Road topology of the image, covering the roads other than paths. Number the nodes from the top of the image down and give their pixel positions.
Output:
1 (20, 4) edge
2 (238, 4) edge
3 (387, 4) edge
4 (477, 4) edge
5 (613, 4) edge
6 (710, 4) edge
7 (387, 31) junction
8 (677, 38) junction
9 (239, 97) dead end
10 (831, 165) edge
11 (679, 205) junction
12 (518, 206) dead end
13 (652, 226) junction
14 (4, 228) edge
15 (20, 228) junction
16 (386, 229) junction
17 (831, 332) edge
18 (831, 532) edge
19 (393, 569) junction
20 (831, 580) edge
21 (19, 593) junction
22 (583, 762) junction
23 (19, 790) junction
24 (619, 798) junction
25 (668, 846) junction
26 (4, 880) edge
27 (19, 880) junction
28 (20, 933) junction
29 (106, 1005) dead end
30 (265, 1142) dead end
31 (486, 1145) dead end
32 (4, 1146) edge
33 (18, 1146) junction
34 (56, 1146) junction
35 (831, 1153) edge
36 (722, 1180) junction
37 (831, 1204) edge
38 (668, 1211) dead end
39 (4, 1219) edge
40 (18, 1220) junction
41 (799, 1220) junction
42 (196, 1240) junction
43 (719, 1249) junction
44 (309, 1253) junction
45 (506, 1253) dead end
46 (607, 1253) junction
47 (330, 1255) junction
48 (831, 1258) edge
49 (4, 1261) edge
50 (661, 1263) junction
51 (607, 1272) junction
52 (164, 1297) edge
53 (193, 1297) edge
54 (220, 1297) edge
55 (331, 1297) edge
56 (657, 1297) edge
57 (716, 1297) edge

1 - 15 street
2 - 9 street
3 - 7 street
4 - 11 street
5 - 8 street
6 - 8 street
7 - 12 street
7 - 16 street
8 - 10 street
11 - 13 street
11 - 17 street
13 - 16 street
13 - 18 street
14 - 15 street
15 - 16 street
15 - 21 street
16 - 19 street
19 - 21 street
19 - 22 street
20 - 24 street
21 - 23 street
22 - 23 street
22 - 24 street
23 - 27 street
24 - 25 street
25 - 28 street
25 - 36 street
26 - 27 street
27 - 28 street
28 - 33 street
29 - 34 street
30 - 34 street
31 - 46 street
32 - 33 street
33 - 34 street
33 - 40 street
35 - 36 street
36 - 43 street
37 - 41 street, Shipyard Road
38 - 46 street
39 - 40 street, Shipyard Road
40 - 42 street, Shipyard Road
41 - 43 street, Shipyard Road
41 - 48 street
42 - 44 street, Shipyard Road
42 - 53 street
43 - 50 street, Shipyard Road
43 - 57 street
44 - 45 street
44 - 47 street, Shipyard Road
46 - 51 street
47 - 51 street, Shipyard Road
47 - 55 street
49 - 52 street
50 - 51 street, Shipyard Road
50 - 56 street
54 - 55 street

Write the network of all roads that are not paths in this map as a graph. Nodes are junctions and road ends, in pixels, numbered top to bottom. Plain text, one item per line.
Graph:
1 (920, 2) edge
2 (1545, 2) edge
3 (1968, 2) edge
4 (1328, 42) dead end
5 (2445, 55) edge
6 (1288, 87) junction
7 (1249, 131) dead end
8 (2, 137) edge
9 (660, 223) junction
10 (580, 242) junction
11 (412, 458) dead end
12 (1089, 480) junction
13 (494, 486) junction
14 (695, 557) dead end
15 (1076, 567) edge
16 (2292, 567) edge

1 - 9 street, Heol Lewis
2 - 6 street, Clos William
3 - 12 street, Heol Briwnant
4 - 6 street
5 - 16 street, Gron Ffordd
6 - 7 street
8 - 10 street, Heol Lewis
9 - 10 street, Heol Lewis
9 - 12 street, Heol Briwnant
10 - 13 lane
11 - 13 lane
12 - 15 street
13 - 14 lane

== TASK ITEM ==
All of the data above should be set down word for word.

== ANSWER TO THIS EXERCISE ==
Road topology of the image, covering the roads other than paths. Number the nodes from the top of the image down and give their pixel positions.
Output:
1 (20, 4) edge
2 (238, 4) edge
3 (387, 4) edge
4 (477, 4) edge
5 (613, 4) edge
6 (710, 4) edge
7 (387, 31) junction
8 (677, 38) junction
9 (239, 97) dead end
10 (831, 165) edge
11 (679, 205) junction
12 (518, 206) dead end
13 (652, 226) junction
14 (4, 228) edge
15 (20, 228) junction
16 (386, 229) junction
17 (831, 332) edge
18 (831, 532) edge
19 (393, 569) junction
20 (831, 580) edge
21 (19, 593) junction
22 (583, 762) junction
23 (19, 790) junction
24 (619, 798) junction
25 (668, 846) junction
26 (4, 880) edge
27 (19, 880) junction
28 (20, 933) junction
29 (106, 1005) dead end
30 (265, 1142) dead end
31 (486, 1145) dead end
32 (4, 1146) edge
33 (18, 1146) junction
34 (56, 1146) junction
35 (831, 1153) edge
36 (722, 1180) junction
37 (831, 1204) edge
38 (668, 1211) dead end
39 (4, 1219) edge
40 (18, 1220) junction
41 (799, 1220) junction
42 (196, 1240) junction
43 (719, 1249) junction
44 (309, 1253) junction
45 (506, 1253) dead end
46 (607, 1253) junction
47 (330, 1255) junction
48 (831, 1258) edge
49 (4, 1261) edge
50 (661, 1263) junction
51 (607, 1272) junction
52 (164, 1297) edge
53 (193, 1297) edge
54 (220, 1297) edge
55 (331, 1297) edge
56 (657, 1297) edge
57 (716, 1297) edge

1 - 15 street
2 - 9 street
3 - 7 street
4 - 11 street
5 - 8 street
6 - 8 street
7 - 12 street
7 - 16 street
8 - 10 street
11 - 13 street
11 - 17 street
13 - 16 street
13 - 18 street
14 - 15 street
15 - 16 street
15 - 21 street
16 - 19 street
19 - 21 street
19 - 22 street
20 - 24 street
21 - 23 street
22 - 23 street
22 - 24 street
23 - 27 street
24 - 25 street
25 - 28 street
25 - 36 street
26 - 27 street
27 - 28 street
28 - 33 street
29 - 34 street
30 - 34 street
31 - 46 street
32 - 33 street
33 - 34 street
33 - 40 street
35 - 36 street
36 - 43 street
37 - 41 street, Shipyard Road
38 - 46 street
39 - 40 street, Shipyard Road
40 - 42 street, Shipyard Road
41 - 43 street, Shipyard Road
41 - 48 street
42 - 44 street, Shipyard Road
42 - 53 street
43 - 50 street, Shipyard Road
43 - 57 street
44 - 45 street
44 - 47 street, Shipyard Road
46 - 51 street
47 - 51 street, Shipyard Road
47 - 55 street
49 - 52 street
50 - 51 street, Shipyard Road
50 - 56 street
54 - 55 street

Write the network of all roads that are not paths in this map as a graph. Nodes are junctions and road ends, in pixels, numbered top to bottom. Plain text, one item per line.
Graph:
1 (920, 2) edge
2 (1545, 2) edge
3 (1968, 2) edge
4 (1328, 42) dead end
5 (2445, 55) edge
6 (1288, 87) junction
7 (1249, 131) dead end
8 (2, 137) edge
9 (660, 223) junction
10 (580, 242) junction
11 (412, 458) dead end
12 (1089, 480) junction
13 (494, 486) junction
14 (695, 557) dead end
15 (1076, 567) edge
16 (2292, 567) edge

1 - 9 street, Heol Lewis
2 - 6 street, Clos William
3 - 12 street, Heol Briwnant
4 - 6 street
5 - 16 street, Gron Ffordd
6 - 7 street
8 - 10 street, Heol Lewis
9 - 10 street, Heol Lewis
9 - 12 street, Heol Briwnant
10 - 13 lane
11 - 13 lane
12 - 15 street
13 - 14 lane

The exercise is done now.